100-Millionen-Objekt

Werk für Solar-Bürofassaden entsteht in Sachsen-Anhalt

In Sachsen-Anhalt soll ein Werk für die Herstellung von Solar-Büro-Fassaden entstehen. Damit sei das Land auf seinem Weg zum führenden deutschen Standort für erneuerbare Energien wieder einen großen Schritt vorangekommen, sagte Wirtschaftsminister Reiner Haseloff (CDU) am Donnerstag in Magdeburg.

Netzausbau© Thomas Aumann / Fotolia.com

Magdeburg (ddp-lsa/sm) In welcher Region und in welchem Ort von Sachsen-Anhalt das 100-Millionen-Objekt errichtet werden soll, solle auf Wunsch der Investoren erst zu einem späteren Zeitpunkt öffentlich bekannt gegeben werden.

Die Investition wird von der Schüco International KG Bielefeld und der E.ON. AG Düsseldorf verwirklicht. Beide Unternehmen wollen die Nutzung des Sonnenstroms künftig wirtschaftlicher machen. Die dazu gegründete Gesellschaft Malibu wolle die Dünnschichttechnologie weiter vorantreiben, so dass sich das Kosten-Nutzen-Verhältnis beim Einbau von Dünnschichtmodulen in die Fassade eines Hauses entscheidend verbessere, teilten die Unternehmen mit.

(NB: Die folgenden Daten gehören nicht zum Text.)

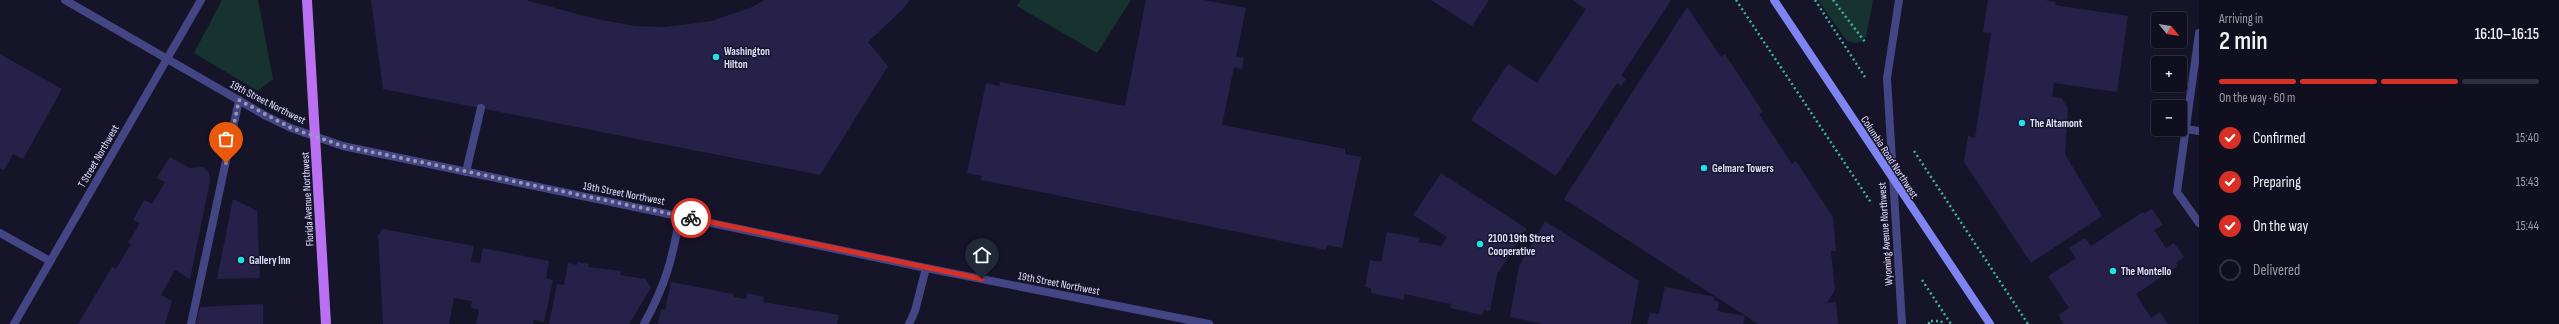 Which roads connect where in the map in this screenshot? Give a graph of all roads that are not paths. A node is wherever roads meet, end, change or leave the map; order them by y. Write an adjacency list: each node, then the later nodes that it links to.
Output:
1 (65, 0): 7 (street, 19th Street Northwest)
2 (201, 0): 7 (street, T Street Northwest)
3 (307, 0): 14 (main road, Florida Avenue Northwest)
4 (1774, 0): 16 (main road, Columbia Road Northwest)
5 (1900, 0): 16 (street, Wyoming Avenue Northwest)
6 (2199, 33): 10 (street)
7 (167, 59): 8 (street, 19th Street Northwest); 20 (street, T Street Northwest)
8 (239, 100): 14 (street, 19th Street Northwest); 24 (street)
9 (481, 108): 15 (street)
10 (2187, 122)
11 (2187, 129): 12 (street)
12 (2199, 131)
13 (2185, 136): 18 (street)
14 (316, 137): 15 (street, 19th Street Northwest); 25 (main road, Florida Avenue Northwest)
15 (466, 172): 17 (street, 19th Street Northwest)
16 (1893, 182): 29 (street, Wyoming Avenue Northwest); 30 (main road, Columbia Road Northwest)
17 (680, 216): 21 (street, 19th Street Northwest); 26 (street)
18 (2199, 223)
19 (0, 233): 20 (street)
20 (50, 261): 23 (street, T Street Northwest)
21 (926, 268): 22 (street, 19th Street Northwest); 27 (street)
22 (1174, 321): 28 (street, 19th Street Northwest)
23 (14, 324)
24 (191, 324)
25 (326, 324)
26 (644, 324)
27 (909, 324)
28 (1209, 324)
29 (1902, 324)
30 (1990, 324)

Schüco und E.ON sehen ein großes Potenzial bei Büro- und Verwaltungsgebäuden, die über zahlreiche Flächen verfügen, die für Photovoltaik genutzt werden können. Malibu soll diese effizienteren Dünnschichtmodule selbst weiter entwickeln und herstellen. Bereits Mitte 2008 soll mit der eigenen Produktion von Dünnschichtmodulen in Sachsen-Anhalt begonnen werden. Mit dieser Investition werden rund 150 neue Arbeitsplätze in Deutschland geschaffen. An der Malibu GmbH&Co. KG sind Schüco und E.ON mit je 50 Prozent beteiligt.